**** RECORD SET
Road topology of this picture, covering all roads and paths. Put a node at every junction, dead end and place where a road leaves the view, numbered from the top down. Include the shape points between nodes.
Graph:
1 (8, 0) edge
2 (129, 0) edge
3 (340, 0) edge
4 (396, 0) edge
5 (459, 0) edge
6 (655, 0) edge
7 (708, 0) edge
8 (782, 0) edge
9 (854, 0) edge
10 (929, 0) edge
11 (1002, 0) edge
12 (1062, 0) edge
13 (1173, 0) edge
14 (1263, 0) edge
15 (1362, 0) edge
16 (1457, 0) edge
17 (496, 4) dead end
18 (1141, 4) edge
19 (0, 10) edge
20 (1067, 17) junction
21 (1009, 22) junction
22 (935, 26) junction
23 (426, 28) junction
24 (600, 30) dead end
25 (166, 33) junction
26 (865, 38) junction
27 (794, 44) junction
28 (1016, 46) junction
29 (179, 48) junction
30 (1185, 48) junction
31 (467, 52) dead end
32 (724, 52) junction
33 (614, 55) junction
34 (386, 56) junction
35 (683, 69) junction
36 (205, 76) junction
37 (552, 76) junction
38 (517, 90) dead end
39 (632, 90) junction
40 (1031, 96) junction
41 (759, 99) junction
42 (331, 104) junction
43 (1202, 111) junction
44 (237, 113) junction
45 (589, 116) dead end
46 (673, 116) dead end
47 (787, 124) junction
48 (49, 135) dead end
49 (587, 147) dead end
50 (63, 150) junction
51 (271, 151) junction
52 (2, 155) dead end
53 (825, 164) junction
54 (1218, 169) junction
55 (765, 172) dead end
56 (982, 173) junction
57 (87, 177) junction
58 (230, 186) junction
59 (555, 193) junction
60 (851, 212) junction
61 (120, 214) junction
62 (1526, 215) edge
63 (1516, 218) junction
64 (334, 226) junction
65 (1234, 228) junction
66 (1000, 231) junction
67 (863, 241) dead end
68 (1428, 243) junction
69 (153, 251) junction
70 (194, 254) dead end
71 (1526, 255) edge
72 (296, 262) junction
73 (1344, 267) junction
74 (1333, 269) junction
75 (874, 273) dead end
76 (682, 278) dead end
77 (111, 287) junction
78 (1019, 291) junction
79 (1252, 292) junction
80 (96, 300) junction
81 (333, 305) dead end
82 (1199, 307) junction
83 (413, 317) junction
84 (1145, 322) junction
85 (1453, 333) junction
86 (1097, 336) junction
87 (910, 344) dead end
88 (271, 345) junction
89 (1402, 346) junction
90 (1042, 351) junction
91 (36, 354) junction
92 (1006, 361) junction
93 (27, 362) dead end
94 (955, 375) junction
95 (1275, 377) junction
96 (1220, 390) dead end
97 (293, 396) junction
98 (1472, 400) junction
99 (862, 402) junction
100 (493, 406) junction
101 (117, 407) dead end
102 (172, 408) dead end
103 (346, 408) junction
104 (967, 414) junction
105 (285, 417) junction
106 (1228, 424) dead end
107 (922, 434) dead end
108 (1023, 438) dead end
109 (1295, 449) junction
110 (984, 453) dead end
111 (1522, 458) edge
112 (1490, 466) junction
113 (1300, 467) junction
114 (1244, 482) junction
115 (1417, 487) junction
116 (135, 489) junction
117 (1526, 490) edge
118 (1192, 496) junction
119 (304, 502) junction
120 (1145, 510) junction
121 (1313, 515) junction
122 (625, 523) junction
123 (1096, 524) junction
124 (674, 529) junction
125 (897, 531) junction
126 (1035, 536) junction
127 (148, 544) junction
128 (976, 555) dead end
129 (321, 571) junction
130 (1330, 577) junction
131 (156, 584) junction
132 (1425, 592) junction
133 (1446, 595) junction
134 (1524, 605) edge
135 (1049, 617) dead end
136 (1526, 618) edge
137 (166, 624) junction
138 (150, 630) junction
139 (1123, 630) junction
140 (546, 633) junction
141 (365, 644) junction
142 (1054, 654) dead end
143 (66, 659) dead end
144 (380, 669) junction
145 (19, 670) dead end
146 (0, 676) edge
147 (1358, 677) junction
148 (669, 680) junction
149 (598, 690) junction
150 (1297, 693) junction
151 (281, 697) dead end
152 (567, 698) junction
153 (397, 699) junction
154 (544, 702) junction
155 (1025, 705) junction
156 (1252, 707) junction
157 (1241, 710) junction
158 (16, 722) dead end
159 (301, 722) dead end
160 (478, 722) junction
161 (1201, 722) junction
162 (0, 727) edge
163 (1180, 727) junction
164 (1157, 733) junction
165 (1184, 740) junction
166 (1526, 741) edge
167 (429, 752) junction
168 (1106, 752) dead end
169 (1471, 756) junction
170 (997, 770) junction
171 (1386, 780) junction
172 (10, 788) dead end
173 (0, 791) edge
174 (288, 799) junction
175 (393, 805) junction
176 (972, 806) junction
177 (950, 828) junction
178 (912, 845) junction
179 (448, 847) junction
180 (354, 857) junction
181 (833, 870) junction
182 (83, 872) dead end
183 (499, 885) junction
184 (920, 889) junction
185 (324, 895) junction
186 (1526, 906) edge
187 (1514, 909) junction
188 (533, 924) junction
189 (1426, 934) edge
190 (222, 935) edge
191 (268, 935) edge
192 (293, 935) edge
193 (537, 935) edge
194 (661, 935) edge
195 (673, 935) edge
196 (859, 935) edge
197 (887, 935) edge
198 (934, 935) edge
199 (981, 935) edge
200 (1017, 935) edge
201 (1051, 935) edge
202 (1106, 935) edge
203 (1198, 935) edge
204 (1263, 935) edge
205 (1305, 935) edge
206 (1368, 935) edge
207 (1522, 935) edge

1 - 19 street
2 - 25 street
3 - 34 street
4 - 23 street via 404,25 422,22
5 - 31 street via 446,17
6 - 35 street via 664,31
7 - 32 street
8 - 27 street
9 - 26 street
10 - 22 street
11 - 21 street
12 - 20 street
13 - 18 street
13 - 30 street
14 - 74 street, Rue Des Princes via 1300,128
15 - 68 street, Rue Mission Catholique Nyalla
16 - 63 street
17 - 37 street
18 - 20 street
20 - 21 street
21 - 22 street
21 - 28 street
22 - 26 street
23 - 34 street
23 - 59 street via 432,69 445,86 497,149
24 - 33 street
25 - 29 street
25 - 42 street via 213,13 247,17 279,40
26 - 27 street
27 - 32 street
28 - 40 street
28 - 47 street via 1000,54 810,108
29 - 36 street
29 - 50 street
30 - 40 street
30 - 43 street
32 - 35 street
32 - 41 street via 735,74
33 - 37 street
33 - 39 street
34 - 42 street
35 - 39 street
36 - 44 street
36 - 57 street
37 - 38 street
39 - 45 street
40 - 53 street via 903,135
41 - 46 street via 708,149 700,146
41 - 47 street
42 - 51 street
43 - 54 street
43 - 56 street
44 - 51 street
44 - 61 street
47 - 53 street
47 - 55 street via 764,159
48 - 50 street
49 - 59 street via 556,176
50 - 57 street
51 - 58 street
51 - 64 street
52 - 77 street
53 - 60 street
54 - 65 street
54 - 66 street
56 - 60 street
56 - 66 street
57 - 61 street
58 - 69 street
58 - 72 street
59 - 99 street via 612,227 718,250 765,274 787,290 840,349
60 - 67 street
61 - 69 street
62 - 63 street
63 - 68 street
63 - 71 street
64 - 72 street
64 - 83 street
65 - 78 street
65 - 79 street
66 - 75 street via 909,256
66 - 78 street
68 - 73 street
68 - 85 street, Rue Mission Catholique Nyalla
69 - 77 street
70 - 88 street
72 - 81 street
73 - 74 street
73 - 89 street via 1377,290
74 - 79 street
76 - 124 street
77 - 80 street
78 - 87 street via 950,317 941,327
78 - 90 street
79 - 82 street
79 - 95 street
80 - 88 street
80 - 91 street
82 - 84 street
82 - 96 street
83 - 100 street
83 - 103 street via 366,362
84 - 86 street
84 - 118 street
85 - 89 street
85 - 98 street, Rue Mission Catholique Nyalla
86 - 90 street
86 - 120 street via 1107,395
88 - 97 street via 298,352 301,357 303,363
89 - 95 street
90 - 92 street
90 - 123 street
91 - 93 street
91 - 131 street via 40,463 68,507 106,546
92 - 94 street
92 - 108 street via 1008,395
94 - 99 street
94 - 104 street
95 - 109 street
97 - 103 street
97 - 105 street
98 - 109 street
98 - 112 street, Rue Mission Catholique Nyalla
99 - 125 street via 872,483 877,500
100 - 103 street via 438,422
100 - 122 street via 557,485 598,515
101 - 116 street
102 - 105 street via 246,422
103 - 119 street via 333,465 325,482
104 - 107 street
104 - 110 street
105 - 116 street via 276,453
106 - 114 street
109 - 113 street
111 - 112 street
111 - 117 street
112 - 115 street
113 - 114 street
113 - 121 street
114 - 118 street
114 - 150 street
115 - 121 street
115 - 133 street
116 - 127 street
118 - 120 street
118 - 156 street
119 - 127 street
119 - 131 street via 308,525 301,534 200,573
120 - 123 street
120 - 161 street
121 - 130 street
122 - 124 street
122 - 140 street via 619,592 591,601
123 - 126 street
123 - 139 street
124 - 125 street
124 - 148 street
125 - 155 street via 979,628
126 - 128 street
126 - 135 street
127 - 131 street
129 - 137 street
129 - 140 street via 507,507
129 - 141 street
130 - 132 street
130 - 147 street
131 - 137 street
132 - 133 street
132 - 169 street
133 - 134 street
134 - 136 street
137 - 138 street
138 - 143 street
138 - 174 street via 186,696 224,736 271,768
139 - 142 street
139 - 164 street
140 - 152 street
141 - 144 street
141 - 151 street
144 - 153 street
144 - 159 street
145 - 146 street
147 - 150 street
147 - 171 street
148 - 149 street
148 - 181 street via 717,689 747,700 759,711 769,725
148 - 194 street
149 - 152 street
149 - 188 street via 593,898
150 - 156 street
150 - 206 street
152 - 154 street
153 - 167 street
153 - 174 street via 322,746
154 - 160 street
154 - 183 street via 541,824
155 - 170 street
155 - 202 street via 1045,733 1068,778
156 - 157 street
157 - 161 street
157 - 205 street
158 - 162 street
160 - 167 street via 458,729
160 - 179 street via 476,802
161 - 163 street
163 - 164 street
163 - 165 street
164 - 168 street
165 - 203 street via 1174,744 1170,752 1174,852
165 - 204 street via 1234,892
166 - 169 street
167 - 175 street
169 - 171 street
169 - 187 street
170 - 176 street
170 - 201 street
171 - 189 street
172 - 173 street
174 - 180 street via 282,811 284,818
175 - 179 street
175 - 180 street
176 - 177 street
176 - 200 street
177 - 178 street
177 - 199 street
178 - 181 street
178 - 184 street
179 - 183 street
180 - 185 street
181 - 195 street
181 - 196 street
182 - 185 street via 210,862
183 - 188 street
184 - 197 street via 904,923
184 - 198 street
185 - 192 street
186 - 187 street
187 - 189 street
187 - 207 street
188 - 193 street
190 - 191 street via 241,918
********
◆ **WHAT THE EXERCISE ASKS**
Copy here each line of the preceding records with "Catholique" in it.

◆ **WRITTEN ANSWER**
15 - 68 street, Rue Mission Catholique Nyalla
68 - 85 street, Rue Mission Catholique Nyalla
85 - 98 street, Rue Mission Catholique Nyalla
98 - 112 street, Rue Mission Catholique Nyalla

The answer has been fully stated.